▶ [Your task]: Your answer must be the records below, printed exactly.

▶ [Task data]:

○ ○ ○

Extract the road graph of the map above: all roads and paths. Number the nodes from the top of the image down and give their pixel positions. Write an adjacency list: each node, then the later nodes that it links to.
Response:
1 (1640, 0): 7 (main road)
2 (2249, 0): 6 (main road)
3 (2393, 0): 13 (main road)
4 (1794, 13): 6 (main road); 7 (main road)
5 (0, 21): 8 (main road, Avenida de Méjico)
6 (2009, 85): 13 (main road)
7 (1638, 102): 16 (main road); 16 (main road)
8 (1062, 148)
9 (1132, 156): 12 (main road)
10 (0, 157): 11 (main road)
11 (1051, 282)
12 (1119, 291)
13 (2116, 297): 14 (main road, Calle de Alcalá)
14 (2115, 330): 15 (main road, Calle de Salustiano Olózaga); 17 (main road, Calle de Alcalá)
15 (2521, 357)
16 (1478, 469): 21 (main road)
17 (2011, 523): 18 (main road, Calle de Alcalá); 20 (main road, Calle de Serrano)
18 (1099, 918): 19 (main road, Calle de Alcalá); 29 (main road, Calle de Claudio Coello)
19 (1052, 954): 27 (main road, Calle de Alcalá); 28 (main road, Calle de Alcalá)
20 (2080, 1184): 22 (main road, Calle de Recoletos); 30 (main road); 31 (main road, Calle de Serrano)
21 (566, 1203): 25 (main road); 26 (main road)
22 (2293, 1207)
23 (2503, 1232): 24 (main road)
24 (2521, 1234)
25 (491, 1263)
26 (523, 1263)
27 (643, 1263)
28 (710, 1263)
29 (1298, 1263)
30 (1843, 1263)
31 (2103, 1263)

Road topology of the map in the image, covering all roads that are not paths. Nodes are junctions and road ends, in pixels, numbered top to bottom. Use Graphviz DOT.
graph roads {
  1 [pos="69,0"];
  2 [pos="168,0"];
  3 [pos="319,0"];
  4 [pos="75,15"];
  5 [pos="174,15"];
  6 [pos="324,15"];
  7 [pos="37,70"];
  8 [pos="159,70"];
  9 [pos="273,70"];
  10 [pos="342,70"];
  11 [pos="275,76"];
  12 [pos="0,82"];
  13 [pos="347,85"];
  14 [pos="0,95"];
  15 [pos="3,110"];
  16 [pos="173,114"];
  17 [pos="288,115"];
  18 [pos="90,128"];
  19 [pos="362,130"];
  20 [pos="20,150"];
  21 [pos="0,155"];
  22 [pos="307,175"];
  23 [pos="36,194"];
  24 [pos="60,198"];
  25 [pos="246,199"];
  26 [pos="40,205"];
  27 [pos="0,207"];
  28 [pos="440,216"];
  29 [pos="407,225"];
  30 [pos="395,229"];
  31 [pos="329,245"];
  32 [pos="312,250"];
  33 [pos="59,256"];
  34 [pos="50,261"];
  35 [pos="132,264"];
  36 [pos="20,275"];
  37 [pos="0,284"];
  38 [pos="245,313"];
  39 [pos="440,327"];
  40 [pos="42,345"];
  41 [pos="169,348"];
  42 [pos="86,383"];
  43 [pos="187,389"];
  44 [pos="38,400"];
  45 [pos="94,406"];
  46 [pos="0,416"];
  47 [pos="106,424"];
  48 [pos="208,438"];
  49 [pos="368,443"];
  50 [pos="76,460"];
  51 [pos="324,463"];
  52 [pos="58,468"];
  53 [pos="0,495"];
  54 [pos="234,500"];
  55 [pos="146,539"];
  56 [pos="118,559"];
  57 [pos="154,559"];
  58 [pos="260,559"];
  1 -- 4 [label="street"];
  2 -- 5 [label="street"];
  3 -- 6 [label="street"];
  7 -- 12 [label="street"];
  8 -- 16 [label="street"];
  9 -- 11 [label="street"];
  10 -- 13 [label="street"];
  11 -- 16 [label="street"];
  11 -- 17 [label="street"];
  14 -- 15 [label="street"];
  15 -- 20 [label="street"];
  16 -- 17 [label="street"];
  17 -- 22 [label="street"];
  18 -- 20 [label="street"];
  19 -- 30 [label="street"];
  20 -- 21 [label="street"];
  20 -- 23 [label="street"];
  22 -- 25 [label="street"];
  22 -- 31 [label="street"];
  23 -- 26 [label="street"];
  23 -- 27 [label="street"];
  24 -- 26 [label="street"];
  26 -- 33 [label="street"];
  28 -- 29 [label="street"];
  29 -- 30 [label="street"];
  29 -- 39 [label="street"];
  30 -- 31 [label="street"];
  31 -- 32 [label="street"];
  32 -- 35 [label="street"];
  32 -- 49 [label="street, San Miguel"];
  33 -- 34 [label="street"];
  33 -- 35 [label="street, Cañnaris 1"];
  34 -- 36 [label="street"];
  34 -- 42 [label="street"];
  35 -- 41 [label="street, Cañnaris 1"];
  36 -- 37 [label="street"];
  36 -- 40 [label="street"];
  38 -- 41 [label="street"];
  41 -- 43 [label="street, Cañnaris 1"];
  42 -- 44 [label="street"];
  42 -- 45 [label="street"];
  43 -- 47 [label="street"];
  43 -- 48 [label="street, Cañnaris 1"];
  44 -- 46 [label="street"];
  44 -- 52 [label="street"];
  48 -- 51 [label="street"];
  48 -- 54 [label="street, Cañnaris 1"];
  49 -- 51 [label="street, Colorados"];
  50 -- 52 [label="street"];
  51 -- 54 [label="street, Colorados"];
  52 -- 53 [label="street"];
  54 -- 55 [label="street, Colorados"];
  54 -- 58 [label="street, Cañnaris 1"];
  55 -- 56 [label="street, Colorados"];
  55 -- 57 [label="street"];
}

○ ○ ○

▶ [Your solution]:
Extract the road graph of the map above: all roads and paths. Number the nodes from the top of the image down and give their pixel positions. Write an adjacency list: each node, then the later nodes that it links to.
Response:
1 (1640, 0): 7 (main road)
2 (2249, 0): 6 (main road)
3 (2393, 0): 13 (main road)
4 (1794, 13): 6 (main road); 7 (main road)
5 (0, 21): 8 (main road, Avenida de Méjico)
6 (2009, 85): 13 (main road)
7 (1638, 102): 16 (main road); 16 (main road)
8 (1062, 148)
9 (1132, 156): 12 (main road)
10 (0, 157): 11 (main road)
11 (1051, 282)
12 (1119, 291)
13 (2116, 297): 14 (main road, Calle de Alcalá)
14 (2115, 330): 15 (main road, Calle de Salustiano Olózaga); 17 (main road, Calle de Alcalá)
15 (2521, 357)
16 (1478, 469): 21 (main road)
17 (2011, 523): 18 (main road, Calle de Alcalá); 20 (main road, Calle de Serrano)
18 (1099, 918): 19 (main road, Calle de Alcalá); 29 (main road, Calle de Claudio Coello)
19 (1052, 954): 27 (main road, Calle de Alcalá); 28 (main road, Calle de Alcalá)
20 (2080, 1184): 22 (main road, Calle de Recoletos); 30 (main road); 31 (main road, Calle de Serrano)
21 (566, 1203): 25 (main road); 26 (main road)
22 (2293, 1207)
23 (2503, 1232): 24 (main road)
24 (2521, 1234)
25 (491, 1263)
26 (523, 1263)
27 (643, 1263)
28 (710, 1263)
29 (1298, 1263)
30 (1843, 1263)
31 (2103, 1263)

Road topology of the map in the image, covering all roads that are not paths. Nodes are junctions and road ends, in pixels, numbered top to bottom. Use Graphviz DOT.
graph roads {
  1 [pos="69,0"];
  2 [pos="168,0"];
  3 [pos="319,0"];
  4 [pos="75,15"];
  5 [pos="174,15"];
  6 [pos="324,15"];
  7 [pos="37,70"];
  8 [pos="159,70"];
  9 [pos="273,70"];
  10 [pos="342,70"];
  11 [pos="275,76"];
  12 [pos="0,82"];
  13 [pos="347,85"];
  14 [pos="0,95"];
  15 [pos="3,110"];
  16 [pos="173,114"];
  17 [pos="288,115"];
  18 [pos="90,128"];
  19 [pos="362,130"];
  20 [pos="20,150"];
  21 [pos="0,155"];
  22 [pos="307,175"];
  23 [pos="36,194"];
  24 [pos="60,198"];
  25 [pos="246,199"];
  26 [pos="40,205"];
  27 [pos="0,207"];
  28 [pos="440,216"];
  29 [pos="407,225"];
  30 [pos="395,229"];
  31 [pos="329,245"];
  32 [pos="312,250"];
  33 [pos="59,256"];
  34 [pos="50,261"];
  35 [pos="132,264"];
  36 [pos="20,275"];
  37 [pos="0,284"];
  38 [pos="245,313"];
  39 [pos="440,327"];
  40 [pos="42,345"];
  41 [pos="169,348"];
  42 [pos="86,383"];
  43 [pos="187,389"];
  44 [pos="38,400"];
  45 [pos="94,406"];
  46 [pos="0,416"];
  47 [pos="106,424"];
  48 [pos="208,438"];
  49 [pos="368,443"];
  50 [pos="76,460"];
  51 [pos="324,463"];
  52 [pos="58,468"];
  53 [pos="0,495"];
  54 [pos="234,500"];
  55 [pos="146,539"];
  56 [pos="118,559"];
  57 [pos="154,559"];
  58 [pos="260,559"];
  1 -- 4 [label="street"];
  2 -- 5 [label="street"];
  3 -- 6 [label="street"];
  7 -- 12 [label="street"];
  8 -- 16 [label="street"];
  9 -- 11 [label="street"];
  10 -- 13 [label="street"];
  11 -- 16 [label="street"];
  11 -- 17 [label="street"];
  14 -- 15 [label="street"];
  15 -- 20 [label="street"];
  16 -- 17 [label="street"];
  17 -- 22 [label="street"];
  18 -- 20 [label="street"];
  19 -- 30 [label="street"];
  20 -- 21 [label="street"];
  20 -- 23 [label="street"];
  22 -- 25 [label="street"];
  22 -- 31 [label="street"];
  23 -- 26 [label="street"];
  23 -- 27 [label="street"];
  24 -- 26 [label="street"];
  26 -- 33 [label="street"];
  28 -- 29 [label="street"];
  29 -- 30 [label="street"];
  29 -- 39 [label="street"];
  30 -- 31 [label="street"];
  31 -- 32 [label="street"];
  32 -- 35 [label="street"];
  32 -- 49 [label="street, San Miguel"];
  33 -- 34 [label="street"];
  33 -- 35 [label="street, Cañnaris 1"];
  34 -- 36 [label="street"];
  34 -- 42 [label="street"];
  35 -- 41 [label="street, Cañnaris 1"];
  36 -- 37 [label="street"];
  36 -- 40 [label="street"];
  38 -- 41 [label="street"];
  41 -- 43 [label="street, Cañnaris 1"];
  42 -- 44 [label="street"];
  42 -- 45 [label="street"];
  43 -- 47 [label="street"];
  43 -- 48 [label="street, Cañnaris 1"];
  44 -- 46 [label="street"];
  44 -- 52 [label="street"];
  48 -- 51 [label="street"];
  48 -- 54 [label="street, Cañnaris 1"];
  49 -- 51 [label="street, Colorados"];
  50 -- 52 [label="street"];
  51 -- 54 [label="street, Colorados"];
  52 -- 53 [label="street"];
  54 -- 55 [label="street, Colorados"];
  54 -- 58 [label="street, Cañnaris 1"];
  55 -- 56 [label="street, Colorados"];
  55 -- 57 [label="street"];
}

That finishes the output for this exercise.